Is gene editing being used in New Zealand?

Gene editing is currently being used as a research tool in New Zealand by several organisations, including Crown Research Institutes and universities, and in many research areas, including medicine, agriculture and conservation.

Examples in the primary sector include AgResearch’s research into gene edited endophytes for livestock feed and Scion’s research into sterile pine trees.


What is Plant & Food Research doing with gene editing?

Plant & Food Research is investigating whether gene editing could be used to develop new cultivars for New Zealand’s horticultural sector, and building the technical skills required to ensure gene editing is a viable option for the horticulture sector should they wish to adopt it.

Learn more about our gene technology research

How is gene editing regulated in NZ and the rest of the world?

Currently in New Zealand, gene editing is regulated as genetic modification under the Hazardous Substances and New Organisms (HSNO) Act. However, the regulation of new breeding technologies, including gene editing, is currently under review by the New Zealand government.

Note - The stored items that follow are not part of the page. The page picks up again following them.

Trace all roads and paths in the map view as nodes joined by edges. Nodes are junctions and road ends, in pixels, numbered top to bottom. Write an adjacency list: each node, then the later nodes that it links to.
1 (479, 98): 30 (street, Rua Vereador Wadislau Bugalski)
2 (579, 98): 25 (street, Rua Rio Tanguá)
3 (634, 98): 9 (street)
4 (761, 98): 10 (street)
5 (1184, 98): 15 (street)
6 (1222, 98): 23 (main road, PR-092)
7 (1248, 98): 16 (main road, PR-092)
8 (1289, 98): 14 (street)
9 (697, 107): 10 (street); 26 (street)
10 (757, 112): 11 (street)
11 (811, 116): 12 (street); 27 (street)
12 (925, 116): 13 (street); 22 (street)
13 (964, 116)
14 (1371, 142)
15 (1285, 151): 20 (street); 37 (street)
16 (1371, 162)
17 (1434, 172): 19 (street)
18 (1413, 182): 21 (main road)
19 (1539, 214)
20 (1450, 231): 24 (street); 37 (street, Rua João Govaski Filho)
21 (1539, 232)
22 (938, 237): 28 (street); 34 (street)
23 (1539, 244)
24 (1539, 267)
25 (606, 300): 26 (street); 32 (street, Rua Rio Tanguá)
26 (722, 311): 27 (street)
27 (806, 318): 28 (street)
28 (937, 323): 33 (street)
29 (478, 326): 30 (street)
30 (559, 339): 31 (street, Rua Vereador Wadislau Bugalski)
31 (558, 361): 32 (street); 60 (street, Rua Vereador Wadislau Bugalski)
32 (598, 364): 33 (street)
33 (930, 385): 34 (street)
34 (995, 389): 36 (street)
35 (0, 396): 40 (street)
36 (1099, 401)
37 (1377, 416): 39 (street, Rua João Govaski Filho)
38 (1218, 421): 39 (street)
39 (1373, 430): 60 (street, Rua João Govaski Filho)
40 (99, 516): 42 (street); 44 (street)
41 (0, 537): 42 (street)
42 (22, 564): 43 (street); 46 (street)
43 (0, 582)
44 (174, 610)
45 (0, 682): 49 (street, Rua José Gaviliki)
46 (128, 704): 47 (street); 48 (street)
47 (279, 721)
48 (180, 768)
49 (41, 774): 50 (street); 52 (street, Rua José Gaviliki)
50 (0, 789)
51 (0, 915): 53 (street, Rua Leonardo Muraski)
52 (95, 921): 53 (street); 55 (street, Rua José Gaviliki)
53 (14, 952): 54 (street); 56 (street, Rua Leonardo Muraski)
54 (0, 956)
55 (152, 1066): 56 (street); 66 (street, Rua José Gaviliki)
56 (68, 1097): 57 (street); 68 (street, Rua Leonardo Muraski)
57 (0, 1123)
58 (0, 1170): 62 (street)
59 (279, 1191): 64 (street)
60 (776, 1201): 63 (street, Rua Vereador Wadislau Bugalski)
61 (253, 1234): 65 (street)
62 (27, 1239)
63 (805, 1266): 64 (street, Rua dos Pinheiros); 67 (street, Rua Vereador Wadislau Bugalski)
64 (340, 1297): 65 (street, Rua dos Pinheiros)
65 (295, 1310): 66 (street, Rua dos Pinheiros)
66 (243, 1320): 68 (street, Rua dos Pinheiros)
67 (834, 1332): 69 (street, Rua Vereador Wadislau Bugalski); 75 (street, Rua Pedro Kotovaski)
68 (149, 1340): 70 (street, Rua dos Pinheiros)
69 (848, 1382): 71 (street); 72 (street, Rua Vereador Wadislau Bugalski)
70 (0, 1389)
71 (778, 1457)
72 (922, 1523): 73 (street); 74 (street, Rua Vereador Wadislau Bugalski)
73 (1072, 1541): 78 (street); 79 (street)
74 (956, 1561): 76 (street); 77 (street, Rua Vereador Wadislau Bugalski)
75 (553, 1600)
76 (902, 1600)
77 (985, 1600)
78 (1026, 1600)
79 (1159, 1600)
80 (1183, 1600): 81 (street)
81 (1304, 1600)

Some other countries around the world have changed their regulations for organisms created through new breeding technologies, primarily based on the traits of the resulting organism rather than the process used to create them. This includes Australia, the USA and Japan.

What gene edited products/foods are already in NZ?

There are currently no gene edited foods grown or in the food supply in New Zealand.

Food Standards Australia New Zealand (FSANZ) is reviewing how the Food Standards Code applies to food derived from new breeding technologies (https://www.foodstandards.govt.nz/consumer/gmfood/new-breeding-techniques-nbts)

There are no genetically modified crops grown in New Zealand, however foods made from genetically modified ingredients have been available in New Zealand since 2000, with ingredients approved by FSANZ for import into Australia and New Zealand on a case-by-case basis (https://www.foodstandards.govt.nz/consumer-information/consumer/current-status-genetically-modified-foods-applications). There are close to 100 food ingredients sourced from genetically modified varieties of more than 10 crop plant species approved for import into New Zealand, but none are currently grown in New Zealand.


What are the potential uses for gene editing crops in NZ?

Gene editing could be applied, in theory, to change or enhance any crop trait, including traits that are difficult to select through traditional breeding.

Plant & Food Research scientists are primarily interested in how gene editing could be used to develop plants adapted to grow in new or more volatile climates, with fewer chemical inputs and/or with additional benefits for consumers, like higher concentrations of healthy compounds.


If the NZ regulations changed today, how long would it take to see a gene edited crop for sale in the supermarket?

It takes approximately 5 to 8 years from the time a gene edited plant can be released from the laboratory to the first commercial-sized harvest. This is the time required to ensure the plant has undergone all the commercial testing required, such as grower trials, consumer trials and storage trials, as well as propagating enough plants for growers to grow at commercial scale.

There are a small number of gene edited varieties approved for commercial production overseas. If New Zealand regulations were to change to allow the importation of gene edited foods, products that come from these varieties could be available in supermarkets within a few months of regulation change.

Bringing a gene-edited variety into New Zealand to grow may also be a possibility when regulations change; in this case, it would take approximately 4 to 6 years before the first commercial-sized harvest. This is the time required to fulfil quarantine requirements, test the variety’s performance in the New Zealand environment, and propagate enough plants for growers to grow at commercial scale.